(Beginning of DATA SECTION)
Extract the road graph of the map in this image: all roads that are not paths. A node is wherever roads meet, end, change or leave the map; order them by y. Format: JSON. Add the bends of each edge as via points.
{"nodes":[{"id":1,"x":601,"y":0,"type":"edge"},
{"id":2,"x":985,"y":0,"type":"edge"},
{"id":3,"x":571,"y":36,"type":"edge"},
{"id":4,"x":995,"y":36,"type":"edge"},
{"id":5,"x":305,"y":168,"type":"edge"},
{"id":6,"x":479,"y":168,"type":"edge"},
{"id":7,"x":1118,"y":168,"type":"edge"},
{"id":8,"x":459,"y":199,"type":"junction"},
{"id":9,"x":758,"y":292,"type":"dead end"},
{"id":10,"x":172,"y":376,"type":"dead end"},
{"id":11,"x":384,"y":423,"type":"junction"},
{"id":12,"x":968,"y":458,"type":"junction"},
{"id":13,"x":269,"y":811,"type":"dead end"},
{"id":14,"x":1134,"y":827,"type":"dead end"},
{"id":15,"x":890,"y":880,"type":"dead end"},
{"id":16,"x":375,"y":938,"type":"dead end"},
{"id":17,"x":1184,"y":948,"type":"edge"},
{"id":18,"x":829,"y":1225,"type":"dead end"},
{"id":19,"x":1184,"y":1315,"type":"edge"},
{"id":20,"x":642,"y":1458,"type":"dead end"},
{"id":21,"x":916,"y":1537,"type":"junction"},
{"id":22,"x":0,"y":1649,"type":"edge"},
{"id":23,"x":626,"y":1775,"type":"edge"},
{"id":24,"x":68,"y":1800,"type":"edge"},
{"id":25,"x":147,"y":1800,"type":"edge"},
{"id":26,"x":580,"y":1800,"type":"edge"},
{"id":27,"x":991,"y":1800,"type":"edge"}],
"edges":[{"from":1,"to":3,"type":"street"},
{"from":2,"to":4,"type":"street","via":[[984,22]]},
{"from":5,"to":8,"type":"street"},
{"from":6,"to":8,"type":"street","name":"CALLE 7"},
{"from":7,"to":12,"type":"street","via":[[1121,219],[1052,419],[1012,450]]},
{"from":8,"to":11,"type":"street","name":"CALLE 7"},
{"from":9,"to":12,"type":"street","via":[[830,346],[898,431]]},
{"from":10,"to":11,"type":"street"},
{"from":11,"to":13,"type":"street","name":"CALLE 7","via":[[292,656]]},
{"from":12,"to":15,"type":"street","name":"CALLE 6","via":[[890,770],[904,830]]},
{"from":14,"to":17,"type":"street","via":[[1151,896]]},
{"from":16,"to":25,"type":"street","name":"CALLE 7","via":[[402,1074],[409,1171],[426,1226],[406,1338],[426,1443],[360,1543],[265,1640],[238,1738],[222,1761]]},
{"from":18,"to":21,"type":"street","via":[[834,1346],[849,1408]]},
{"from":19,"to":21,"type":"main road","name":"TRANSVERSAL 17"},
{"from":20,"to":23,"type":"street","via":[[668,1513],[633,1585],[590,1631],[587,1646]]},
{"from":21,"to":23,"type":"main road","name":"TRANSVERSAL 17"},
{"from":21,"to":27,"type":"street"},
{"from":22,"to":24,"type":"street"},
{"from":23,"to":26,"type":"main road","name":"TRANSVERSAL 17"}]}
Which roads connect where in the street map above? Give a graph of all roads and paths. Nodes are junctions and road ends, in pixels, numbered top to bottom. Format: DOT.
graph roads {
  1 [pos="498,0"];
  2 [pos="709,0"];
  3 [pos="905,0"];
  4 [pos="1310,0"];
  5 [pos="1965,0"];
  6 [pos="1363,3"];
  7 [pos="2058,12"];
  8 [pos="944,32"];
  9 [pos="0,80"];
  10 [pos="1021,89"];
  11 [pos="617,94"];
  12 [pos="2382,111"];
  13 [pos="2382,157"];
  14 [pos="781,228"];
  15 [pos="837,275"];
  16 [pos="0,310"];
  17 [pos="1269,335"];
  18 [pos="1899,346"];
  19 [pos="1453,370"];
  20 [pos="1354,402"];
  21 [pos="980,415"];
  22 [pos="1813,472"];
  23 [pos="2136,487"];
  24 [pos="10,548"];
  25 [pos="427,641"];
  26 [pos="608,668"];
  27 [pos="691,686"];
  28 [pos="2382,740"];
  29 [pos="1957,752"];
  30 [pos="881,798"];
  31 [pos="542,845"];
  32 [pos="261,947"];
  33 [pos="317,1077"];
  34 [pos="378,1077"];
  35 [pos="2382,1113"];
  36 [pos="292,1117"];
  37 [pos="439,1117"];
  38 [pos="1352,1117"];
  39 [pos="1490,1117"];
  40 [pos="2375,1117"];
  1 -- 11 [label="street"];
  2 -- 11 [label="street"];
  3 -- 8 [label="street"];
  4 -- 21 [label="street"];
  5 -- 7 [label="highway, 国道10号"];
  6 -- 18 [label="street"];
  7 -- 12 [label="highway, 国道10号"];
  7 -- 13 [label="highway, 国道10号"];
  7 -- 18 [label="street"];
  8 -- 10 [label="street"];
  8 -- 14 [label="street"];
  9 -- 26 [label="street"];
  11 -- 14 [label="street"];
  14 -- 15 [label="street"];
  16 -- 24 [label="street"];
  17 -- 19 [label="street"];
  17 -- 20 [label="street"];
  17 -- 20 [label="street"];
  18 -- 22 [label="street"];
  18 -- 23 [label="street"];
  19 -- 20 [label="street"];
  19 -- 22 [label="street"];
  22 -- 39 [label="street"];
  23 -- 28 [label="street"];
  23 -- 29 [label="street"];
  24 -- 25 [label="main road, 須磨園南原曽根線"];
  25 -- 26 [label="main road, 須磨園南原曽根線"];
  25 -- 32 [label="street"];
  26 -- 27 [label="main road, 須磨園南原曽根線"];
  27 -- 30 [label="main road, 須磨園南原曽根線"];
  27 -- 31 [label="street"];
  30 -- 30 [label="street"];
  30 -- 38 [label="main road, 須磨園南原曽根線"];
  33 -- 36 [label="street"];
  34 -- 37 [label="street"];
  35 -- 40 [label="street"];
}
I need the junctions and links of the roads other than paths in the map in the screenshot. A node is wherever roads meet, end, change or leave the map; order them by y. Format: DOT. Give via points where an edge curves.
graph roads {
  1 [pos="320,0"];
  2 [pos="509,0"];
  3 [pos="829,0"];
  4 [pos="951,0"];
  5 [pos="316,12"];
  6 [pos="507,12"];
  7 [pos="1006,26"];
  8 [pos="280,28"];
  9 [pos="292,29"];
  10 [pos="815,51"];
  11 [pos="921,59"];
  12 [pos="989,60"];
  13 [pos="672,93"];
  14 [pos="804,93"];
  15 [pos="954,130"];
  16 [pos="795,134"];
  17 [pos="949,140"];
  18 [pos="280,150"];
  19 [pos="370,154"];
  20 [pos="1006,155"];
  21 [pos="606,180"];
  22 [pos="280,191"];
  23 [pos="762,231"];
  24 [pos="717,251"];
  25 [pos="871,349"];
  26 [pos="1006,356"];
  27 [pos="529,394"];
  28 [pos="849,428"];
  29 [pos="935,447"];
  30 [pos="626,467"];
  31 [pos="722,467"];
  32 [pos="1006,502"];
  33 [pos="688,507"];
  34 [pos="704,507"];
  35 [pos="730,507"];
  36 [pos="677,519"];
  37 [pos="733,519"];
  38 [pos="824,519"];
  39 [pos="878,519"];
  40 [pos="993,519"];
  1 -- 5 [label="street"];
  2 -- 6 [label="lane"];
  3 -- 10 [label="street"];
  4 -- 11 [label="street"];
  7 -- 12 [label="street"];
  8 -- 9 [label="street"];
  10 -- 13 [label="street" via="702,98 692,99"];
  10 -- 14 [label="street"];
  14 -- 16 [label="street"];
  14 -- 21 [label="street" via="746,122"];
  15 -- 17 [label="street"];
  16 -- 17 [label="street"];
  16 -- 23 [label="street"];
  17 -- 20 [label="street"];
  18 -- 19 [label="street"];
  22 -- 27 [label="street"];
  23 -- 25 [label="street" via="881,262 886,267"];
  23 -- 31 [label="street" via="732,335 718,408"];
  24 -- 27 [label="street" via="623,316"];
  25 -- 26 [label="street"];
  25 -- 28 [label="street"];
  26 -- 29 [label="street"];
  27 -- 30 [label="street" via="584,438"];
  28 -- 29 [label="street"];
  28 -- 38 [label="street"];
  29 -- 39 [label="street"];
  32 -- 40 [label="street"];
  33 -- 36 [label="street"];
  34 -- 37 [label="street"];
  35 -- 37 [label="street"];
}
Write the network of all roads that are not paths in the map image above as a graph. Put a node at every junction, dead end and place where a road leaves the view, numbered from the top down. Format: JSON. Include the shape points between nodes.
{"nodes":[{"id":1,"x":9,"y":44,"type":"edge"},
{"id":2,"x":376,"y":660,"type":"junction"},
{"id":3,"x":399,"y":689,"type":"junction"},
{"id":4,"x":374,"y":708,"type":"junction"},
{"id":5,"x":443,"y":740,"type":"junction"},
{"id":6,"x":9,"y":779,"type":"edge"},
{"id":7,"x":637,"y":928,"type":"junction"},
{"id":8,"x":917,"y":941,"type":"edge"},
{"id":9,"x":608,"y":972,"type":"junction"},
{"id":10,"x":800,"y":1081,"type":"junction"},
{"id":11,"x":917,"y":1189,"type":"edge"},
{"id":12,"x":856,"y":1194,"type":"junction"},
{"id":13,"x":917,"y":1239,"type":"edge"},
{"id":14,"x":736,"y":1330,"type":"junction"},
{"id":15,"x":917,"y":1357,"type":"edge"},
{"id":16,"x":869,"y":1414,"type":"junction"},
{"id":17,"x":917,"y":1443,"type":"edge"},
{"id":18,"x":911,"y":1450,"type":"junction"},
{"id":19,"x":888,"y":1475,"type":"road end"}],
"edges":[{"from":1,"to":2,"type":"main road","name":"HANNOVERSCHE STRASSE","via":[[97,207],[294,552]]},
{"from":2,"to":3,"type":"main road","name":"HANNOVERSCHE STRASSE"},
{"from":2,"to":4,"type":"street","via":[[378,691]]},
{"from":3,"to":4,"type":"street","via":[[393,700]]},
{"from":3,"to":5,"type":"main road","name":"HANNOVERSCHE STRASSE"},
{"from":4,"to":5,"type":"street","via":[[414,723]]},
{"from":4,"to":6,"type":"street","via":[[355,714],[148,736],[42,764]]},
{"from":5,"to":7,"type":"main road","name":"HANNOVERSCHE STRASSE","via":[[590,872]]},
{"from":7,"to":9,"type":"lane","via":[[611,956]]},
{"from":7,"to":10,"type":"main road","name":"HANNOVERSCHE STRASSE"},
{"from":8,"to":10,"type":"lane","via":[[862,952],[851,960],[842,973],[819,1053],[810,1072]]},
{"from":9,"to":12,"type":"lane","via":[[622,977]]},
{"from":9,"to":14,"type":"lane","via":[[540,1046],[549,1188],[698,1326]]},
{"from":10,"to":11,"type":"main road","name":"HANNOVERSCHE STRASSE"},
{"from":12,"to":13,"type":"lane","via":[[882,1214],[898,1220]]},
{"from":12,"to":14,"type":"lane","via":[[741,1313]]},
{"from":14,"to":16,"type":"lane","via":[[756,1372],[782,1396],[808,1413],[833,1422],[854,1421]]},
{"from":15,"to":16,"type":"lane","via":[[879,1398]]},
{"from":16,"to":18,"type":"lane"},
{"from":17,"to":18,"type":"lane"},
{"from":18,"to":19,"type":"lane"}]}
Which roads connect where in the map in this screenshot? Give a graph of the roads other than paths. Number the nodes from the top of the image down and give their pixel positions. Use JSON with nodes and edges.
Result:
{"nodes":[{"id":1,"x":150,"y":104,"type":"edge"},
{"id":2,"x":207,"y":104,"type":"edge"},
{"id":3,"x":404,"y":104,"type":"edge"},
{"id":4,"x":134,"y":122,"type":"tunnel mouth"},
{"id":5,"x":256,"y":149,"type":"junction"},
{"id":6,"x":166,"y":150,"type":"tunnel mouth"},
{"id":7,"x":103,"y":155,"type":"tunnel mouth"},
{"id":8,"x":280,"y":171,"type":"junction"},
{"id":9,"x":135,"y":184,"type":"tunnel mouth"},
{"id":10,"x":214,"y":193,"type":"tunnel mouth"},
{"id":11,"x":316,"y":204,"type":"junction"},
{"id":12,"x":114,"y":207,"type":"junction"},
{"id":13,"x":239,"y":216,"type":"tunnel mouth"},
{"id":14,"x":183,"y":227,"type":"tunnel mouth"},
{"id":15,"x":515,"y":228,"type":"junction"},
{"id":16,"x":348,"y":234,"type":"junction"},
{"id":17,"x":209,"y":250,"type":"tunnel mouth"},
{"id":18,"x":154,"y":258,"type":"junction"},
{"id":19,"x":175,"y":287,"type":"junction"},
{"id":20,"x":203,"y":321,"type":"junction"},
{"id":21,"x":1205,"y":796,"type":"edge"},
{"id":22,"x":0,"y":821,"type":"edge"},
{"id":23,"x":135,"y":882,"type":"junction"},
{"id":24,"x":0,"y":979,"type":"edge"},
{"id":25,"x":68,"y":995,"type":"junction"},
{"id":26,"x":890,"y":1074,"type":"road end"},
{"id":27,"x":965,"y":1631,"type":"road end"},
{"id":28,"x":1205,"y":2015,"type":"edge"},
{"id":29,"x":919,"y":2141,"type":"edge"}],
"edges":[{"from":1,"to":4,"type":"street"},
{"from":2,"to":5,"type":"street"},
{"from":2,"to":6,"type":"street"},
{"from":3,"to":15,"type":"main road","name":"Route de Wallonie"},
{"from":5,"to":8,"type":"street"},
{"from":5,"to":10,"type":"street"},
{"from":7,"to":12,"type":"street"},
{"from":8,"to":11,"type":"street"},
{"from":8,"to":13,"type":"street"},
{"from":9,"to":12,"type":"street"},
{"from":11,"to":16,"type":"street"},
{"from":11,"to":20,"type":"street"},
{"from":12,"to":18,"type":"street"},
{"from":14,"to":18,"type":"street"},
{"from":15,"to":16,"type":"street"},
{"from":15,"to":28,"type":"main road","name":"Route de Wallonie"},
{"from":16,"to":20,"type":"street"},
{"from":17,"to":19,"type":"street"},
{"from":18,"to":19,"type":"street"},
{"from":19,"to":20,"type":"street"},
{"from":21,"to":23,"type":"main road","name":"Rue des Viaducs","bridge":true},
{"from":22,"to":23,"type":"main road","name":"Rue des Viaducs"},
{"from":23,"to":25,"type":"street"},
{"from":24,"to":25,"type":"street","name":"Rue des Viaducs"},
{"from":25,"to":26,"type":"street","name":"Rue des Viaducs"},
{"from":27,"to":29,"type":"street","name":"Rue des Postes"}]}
(End of DATA SECTION)
> _ABOUT THIS TASK_
Your answer should be a single number: how many lines in the data above include "須磨園南原曽根線"?

> _SOLUTION FOR THIS PROBLEM_
5